[Source records]
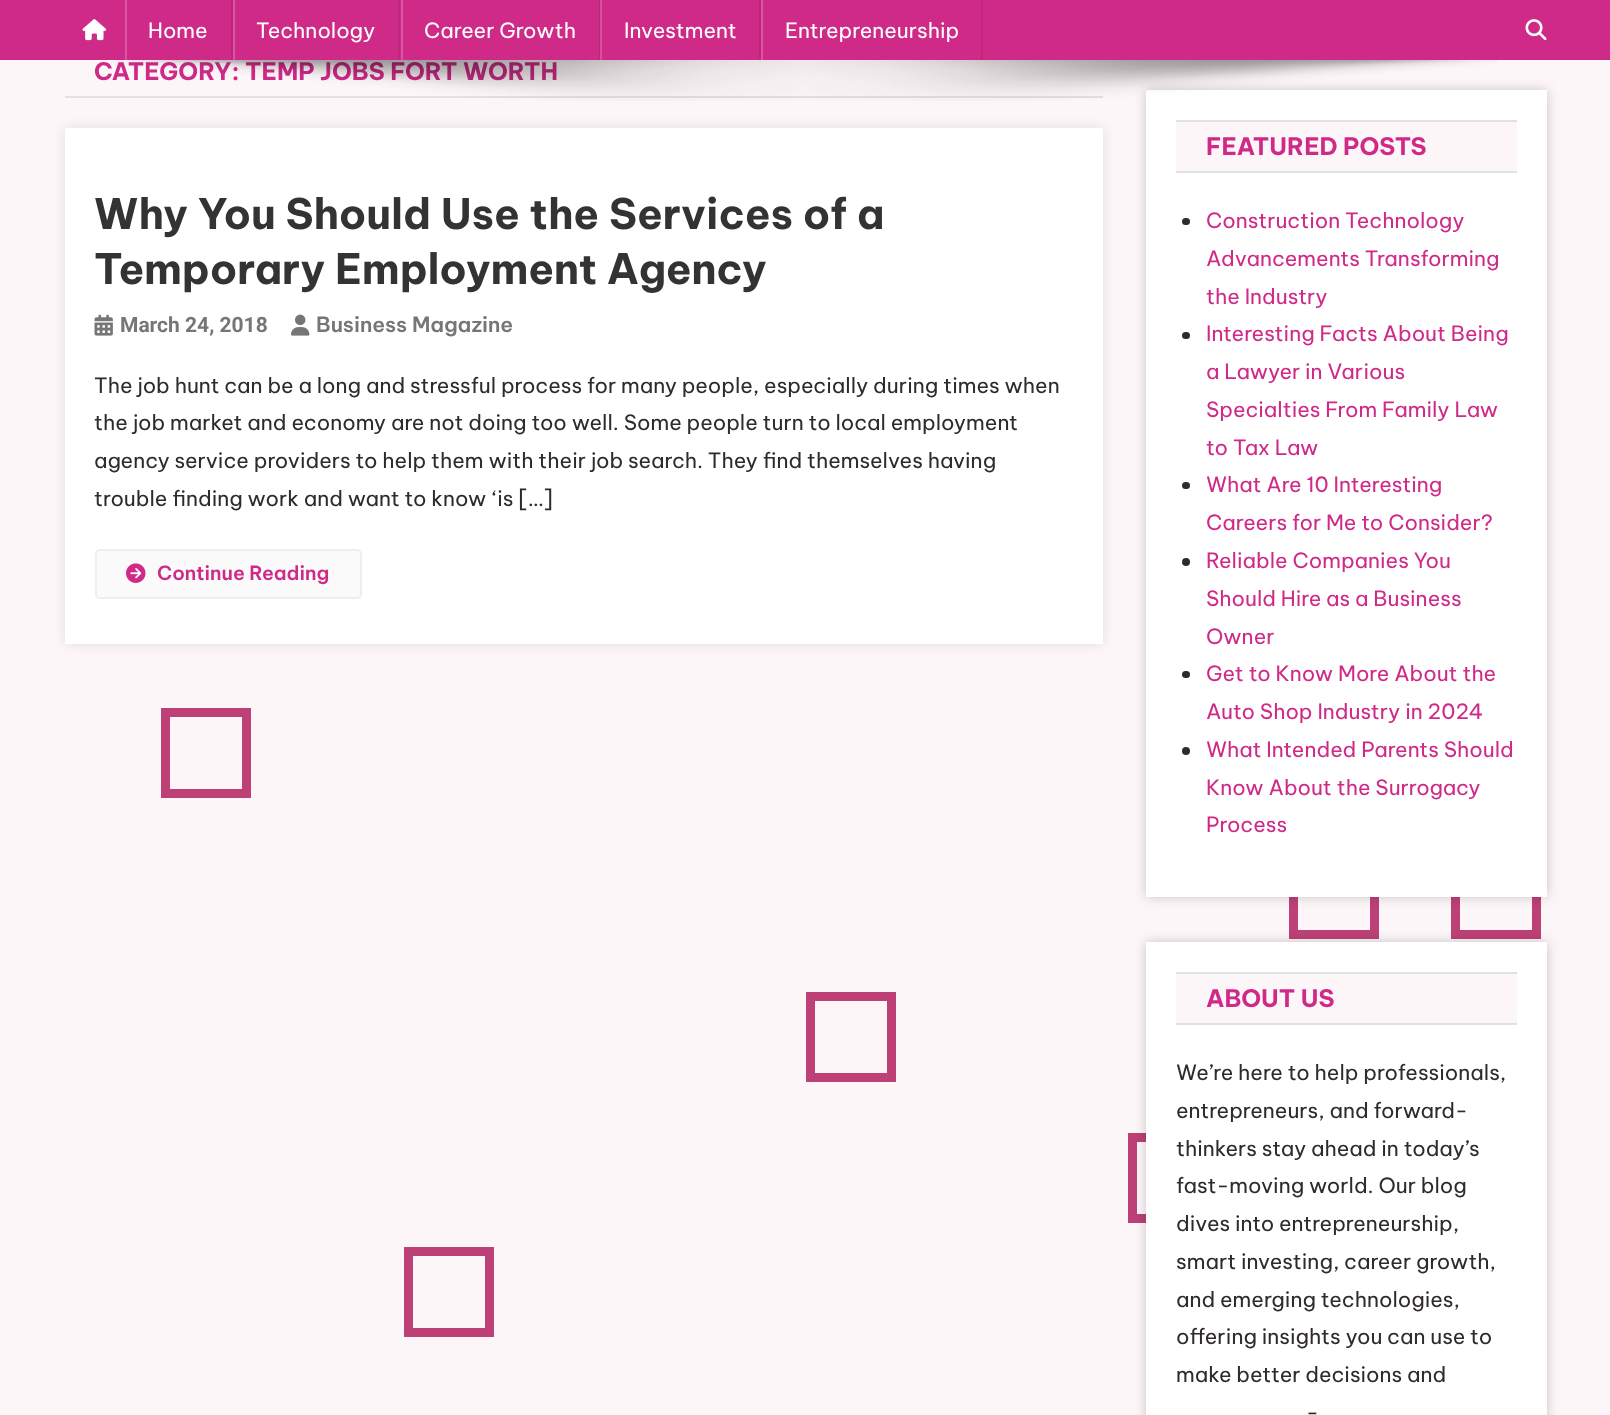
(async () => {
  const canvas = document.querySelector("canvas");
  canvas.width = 1610;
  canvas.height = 1415;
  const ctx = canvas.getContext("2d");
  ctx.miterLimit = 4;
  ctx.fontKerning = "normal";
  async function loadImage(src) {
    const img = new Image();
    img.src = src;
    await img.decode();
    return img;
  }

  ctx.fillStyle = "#fdf6f9";
  ctx.fillRect(0, 0, 1610, 1415);
  ctx.fillStyle = "#cf2a88";
  ctx.fillRect(0, 0, 1610, 60);
  ctx.fillStyle = "#d955a0";
  ctx.fillRect(601, 0, 1, 60);
  ctx.drawImage(await loadImage("img/1.png"), 82, 19, 25, 22);
  for (const [x, y, w, h, color] of [
    [231, 0, 2, 60, "#be277d"],
    [125, 0, 2, 60, "#d955a0"],
    [398, 0, 2, 60, "#be277d"],
    [233, 0, 2, 60, "#d955a0"],
    [599, 0, 1, 60, "#be277d"],
    [600, 0, 1, 60, "#cb5297"],
    [401, 0, 2, 60, "#d955a0"],
    [759, 0, 2, 60, "#be277d"],
    [981, 0, 2, 60, "#be277d"],
    [761, 0, 2, 60, "#d955a0"],
  ]) {
    ctx.fillStyle = color;
    ctx.fillRect(x, y, w, h);
  }
  ctx.drawImage(await loadImage("img/2.png"), 1525, 19, 22, 22);
  ctx.fillStyle = "#e1e1e1";
  ctx.fillRect(65, 96, 1038, 2);
  ctx.fillStyle = "rgba(0, 0, 0, 0.1)";
  ctx.filter = "blur(6px)";
  ctx.beginPath();
  ctx.rect(65, 128, 1038, 516);
  ctx.fill();
  ctx.filter = "none";
  ctx.fillStyle = "#ffffff";
  ctx.fillRect(65, 128, 1038, 516);
  ctx.drawImage(await loadImage("img/4.png"), 94, 314, 19, 22);
  ctx.drawImage(await loadImage("img/5.png"), 291, 314, 19, 22);
  ctx.fillStyle = "#fafafa";
  ctx.beginPath();
  ctx.roundRect(96, 550, 265, 48, 4);
  ctx.fill();
  ctx.strokeStyle = "#eeeeee";
  ctx.lineWidth = 2;
  ctx.stroke();
  ctx.drawImage(await loadImage("img/6.png"), 126, 563, 20, 20);
  ctx.strokeStyle = "#bd4177";
  ctx.lineWidth = 9;
  ctx.strokeRect(1293.5, 853.5, 81, 81);
  ctx.strokeRect(1455.5, 853.5, 81, 81);
  ctx.fillStyle = "rgba(0, 5, 0, 0.2)";
  ctx.filter = "blur(6px)";
  ctx.beginPath();
  ctx.rect(1146, 90, 401, 807);
  ctx.fill();
  ctx.filter = "none";
  for (const [x, y, w, h, color] of [
    [1146, 90, 401, 807, "#ffffff"],
    [1176, 122, 341, 49, "#fdf6f9"],
    [1176, 120, 341, 2, "#e1e1e1"],
    [1176, 171, 341, 2, "#e1e1e1"],
  ]) {
    ctx.fillStyle = color;
    ctx.fillRect(x, y, w, h);
  }
  ctx.fillStyle = "#302b2b";
  ctx.beginPath();
  ctx.roundRect(1182, 218, 8, 7, 3.5);
  ctx.fill();
  ctx.beginPath();
  ctx.roundRect(1182, 332, 8, 7, 3.5);
  ctx.fill();
  ctx.beginPath();
  ctx.roundRect(1182, 482, 8, 7, 3.5);
  ctx.fill();
  ctx.beginPath();
  ctx.arc(1186, 562, 4, 0, Math.PI * 2);
  ctx.fill();
  ctx.beginPath();
  ctx.roundRect(1182, 671, 8, 7, 3.5);
  ctx.fill();
  ctx.beginPath();
  ctx.arc(1186, 751, 4, 0, Math.PI * 2);
  ctx.fill();
  ctx.strokeRect(1132.5, 1137.5, 81, 81);
  ctx.fillStyle = "rgba(0, 5, 0, 0.2)";
  ctx.filter = "blur(6px)";
  ctx.beginPath();
  ctx.rect(1146, 942, 401, 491);
  ctx.fill();
  ctx.filter = "none";
  for (const [x, y, w, h, color] of [
    [1146, 942, 401, 473, "#ffffff"],
    [1176, 974, 341, 49, "#fdf6f9"],
    [1176, 972, 341, 2, "#e1e1e1"],
    [1176, 1023, 341, 2, "#e1e1e1"],
  ]) {
    ctx.fillStyle = color;
    ctx.fillRect(x, y, w, h);
  }
  ctx.strokeRect(165.5, 712.5, 81, 81);
  ctx.strokeRect(810.5, 996.5, 81, 81);
  ctx.strokeRect(408.5, 1251.5, 81, 81);
  ctx.font = "21px Be Vietnam Pro";
  ctx.fillStyle = "#ffffff";
  for (const [text, x, y] of [
    ["Home", 148, 38],
    ["Technology", 256, 38],
    ["Career Growth", 424, 38],
    ["Investment", 624, 38],
    ["Entrepreneurship", 785, 38],
  ]) {
    ctx.fillText(text, x, y);
  }
  ctx.font = "bold 24px Be Vietnam Pro";
  ctx.fillStyle = "#cf2a88";
  ctx.fillText("CATEGORY: TEMP JOBS FORT WORTH", 94, 80);
  ctx.drawImage(await loadImage("img/3.png"), 111, 60, 1387, 41);
  ctx.font = "bold 42px Be Vietnam Pro";
  ctx.fillStyle = "#333333";
  ctx.fillText("Why You Should Use the Services of a", 94, 229);
  ctx.fillText("Temporary Employment Agency", 94, 284);
  ctx.font = "bold 21px Roboto";
  ctx.fillStyle = "#767676";
  ctx.fillText("March 24, 2018", 120, 332);
  ctx.font = "600 21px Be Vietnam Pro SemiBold";
  ctx.fillText("Business Magazine", 316, 332);
  ctx.font = "21px Be Vietnam Pro";
  ctx.fillStyle = "#302b2b";
  for (const [text, x, y] of [
    ["The job hunt can be a long and stressful process for many people, especially during times when", 94, 393],
    ["the job market and economy are not doing too well. Some people turn to local employment", 94, 430],
    ["agency service providers to help them with their job search. They find themselves having", 94, 468],
    ["trouble finding work and want to know ‘is […]", 94, 506],
  ]) {
    ctx.fillText(text, x, y);
  }
  ctx.font = "600 19.5px Be Vietnam Pro SemiBold";
  ctx.fillStyle = "#cf2a88";
  ctx.fillText("Continue Reading", 157, 580);
  ctx.font = "bold 24px Be Vietnam Pro";
  ctx.fillText("FEATURED POSTS", 1206, 155);
  ctx.font = "21px Be Vietnam Pro";
  for (const [text, x, y] of [
    ["Construction Technology", 1206, 228],
    ["Advancements Transforming", 1206, 266],
    ["the Industry", 1206, 304],
    ["Interesting Facts About Being", 1206, 341],
    ["a Lawyer in Various", 1206, 379],
    ["Specialties From Family Law", 1206, 417],
    ["to Tax Law", 1206, 455],
    ["What Are 10 Interesting", 1206, 492],
    ["Careers for Me to Consider?", 1206, 530],
    ["Reliable Companies You", 1206, 568],
    ["Should Hire as a Business", 1206, 606],
    ["Owner", 1206, 644],
    ["Get to Know More About the", 1206, 681],
    ["Auto Shop Industry in 2024", 1206, 719],
    ["What Intended Parents Should", 1206, 757],
    ["Know About the Surrogacy", 1206, 795],
    ["Process", 1206, 832],
  ]) {
    ctx.fillText(text, x, y);
  }
  ctx.font = "bold 24px Be Vietnam Pro";
  ctx.fillText("ABOUT US", 1206, 1007);
  ctx.font = "21px Be Vietnam Pro";
  ctx.fillStyle = "#302b2b";
  for (const [text, x, y] of [
    ["We’re here to help professionals,", 1176, 1080],
    ["entrepreneurs, and forward-", 1176, 1118],
    ["thinkers stay ahead in today’s", 1176, 1156],
    ["fast-moving world. Our blog", 1176, 1193],
    ["dives into entrepreneurship,", 1176, 1231],
    ["smart investing, career growth,", 1176, 1269],
    ["and emerging technologies,", 1176, 1307],
    ["offering insights you can use to", 1176, 1344],
    ["make better decisions and", 1176, 1382],
    ["-", 1306, 1420],
  ]) {
    ctx.fillText(text, x, y);
  }
})();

> [EXERCISE PROMPT] Copy every line of the entries above in which "canvas" occurs.

> [TASK ANSWER]
  const canvas = document.querySelector("canvas");
  canvas.width = 1610;
  canvas.height = 1415;
  const ctx = canvas.getContext("2d");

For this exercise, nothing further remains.